Molecular-level regulation strategies for charge separation in conjugated polymer/polymeric carbon nitride heterojunction enabling efficient uranium photoreduction

Abstract

Construction of metal free conjugated polymer/polymeric carbon nitride heterojunction has been closely monitored as alternatives to traditional inorganic heterojunction photocatalysis, due to their molecular-level tunable electronic structure. Nevertheless, the realization of efficient photocatalytic is severely hindered by insufficient separation of photogenerated electrons and holes. To address the challenge, we report a general strategy for inserting thiophene units into electron acceptors to form novel donor-acceptor conjugated polymers/polymeric carbon nitride heterojunction (named YSS-2/CN).
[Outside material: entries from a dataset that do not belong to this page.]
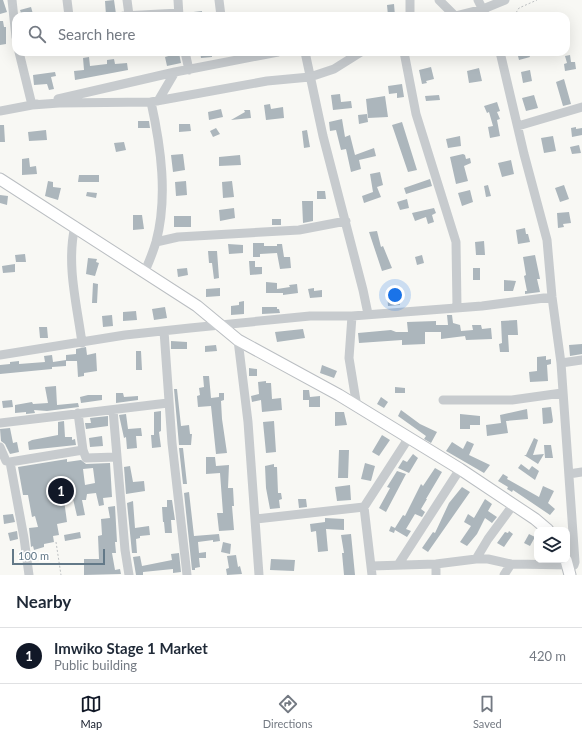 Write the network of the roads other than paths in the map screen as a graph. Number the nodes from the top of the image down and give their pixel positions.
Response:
1 (12, 0) edge
2 (67, 0) edge
3 (127, 0) edge
4 (178, 0) edge
5 (219, 0) edge
6 (410, 0) edge
7 (439, 0) edge
8 (478, 0) edge
9 (505, 0) edge
10 (13, 12) edge
11 (68, 12) edge
12 (126, 12) edge
13 (179, 12) edge
14 (220, 12) edge
15 (410, 12) edge
16 (451, 12) edge
17 (484, 12) edge
18 (487, 12) edge
19 (20, 56) edge
20 (186, 56) edge
21 (227, 56) edge
22 (258, 56) edge
23 (306, 56) edge
24 (355, 56) edge
25 (405, 56) edge
26 (501, 56) edge
27 (228, 62) junction
28 (189, 70) junction
29 (175, 72) junction
30 (310, 76) junction
31 (154, 101) junction
32 (32, 105) junction
33 (582, 107) edge
34 (0, 111) edge
35 (518, 126) junction
36 (0, 179) edge
37 (346, 221) junction
38 (75, 226) junction
39 (156, 242) junction
40 (145, 271) junction
41 (552, 297) junction
42 (457, 307) junction
43 (368, 314) junction
44 (352, 316) junction
45 (219, 326) junction
46 (164, 331) junction
47 (238, 340) junction
48 (82, 342) junction
49 (0, 355) edge
50 (582, 360) edge
51 (561, 363) junction
52 (562, 393) junction
53 (443, 400) dead end
54 (168, 403) junction
55 (358, 407) junction
56 (113, 410) junction
57 (78, 413) junction
58 (0, 422) edge
59 (408, 439) junction
60 (0, 447) edge
61 (83, 450) junction
62 (116, 457) junction
63 (10, 462) junction
64 (460, 469) junction
65 (582, 472) edge
66 (569, 474) junction
67 (513, 505) junction
68 (364, 507) junction
69 (256, 519) junction
70 (544, 527) edge
71 (476, 560) junction
72 (436, 564) junction
73 (511, 564) junction
74 (398, 565) junction
75 (572, 566) edge
76 (371, 571) edge
77 (29, 575) edge
78 (129, 575) edge
79 (187, 575) edge
80 (259, 575) edge
81 (436, 575) edge
82 (504, 575) edge

1 - 10 street
2 - 11 street
3 - 12 street
4 - 13 street
5 - 14 street
6 - 15 street
7 - 16 street
8 - 17 street
9 - 18 street
19 - 32 street
20 - 28 street
21 - 27 street
22 - 27 street
23 - 30 street
24 - 30 street
25 - 42 street
26 - 35 street
27 - 28 street
28 - 29 street
29 - 31 street
29 - 32 street
30 - 31 street
30 - 37 street
31 - 32 street
31 - 39 street
32 - 34 street
33 - 35 street
35 - 41 street
36 - 38 main road
37 - 39 street
37 - 43 street
38 - 40 main road
38 - 48 street
39 - 40 street
40 - 45 main road
41 - 42 street
41 - 51 street
42 - 43 street
43 - 44 street
44 - 45 street
44 - 55 street
45 - 46 street
45 - 47 main road
46 - 48 street
46 - 54 street
47 - 55 main road
47 - 69 street
48 - 49 street
50 - 51 street
51 - 52 street
52 - 53 street
52 - 66 street
54 - 56 street
54 - 79 street
55 - 59 main road
56 - 57 street
56 - 62 street
57 - 58 street
57 - 61 street
59 - 64 main road
59 - 68 street
60 - 63 street
61 - 62 street
61 - 63 street
62 - 78 street
63 - 77 street
64 - 67 main road
64 - 74 street
65 - 66 street
66 - 75 street
67 - 70 main road
67 - 71 street
68 - 69 street
68 - 76 street
69 - 80 street
71 - 72 street
71 - 73 street
72 - 74 street
72 - 81 street
73 - 75 street
73 - 82 street
74 - 76 street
Combining experiments and theory calculations, it can be concluded that YSS-2/CN exhibits strong charge spatial separation, which is crucial for the photocatalytic process. As expected, the YSS-2/CN shows better photocatalytic reduction activity towards uranium (k = 0.043 min⁻¹), which is 1.16 and 2.87 times higher than those of YSS-1/CN and bulk carbon nitride (CN). This rational molecular design strategy provides a good platform for the development of efficient polymeric heterojunction photocatalysts for the removal and extraction of uranium.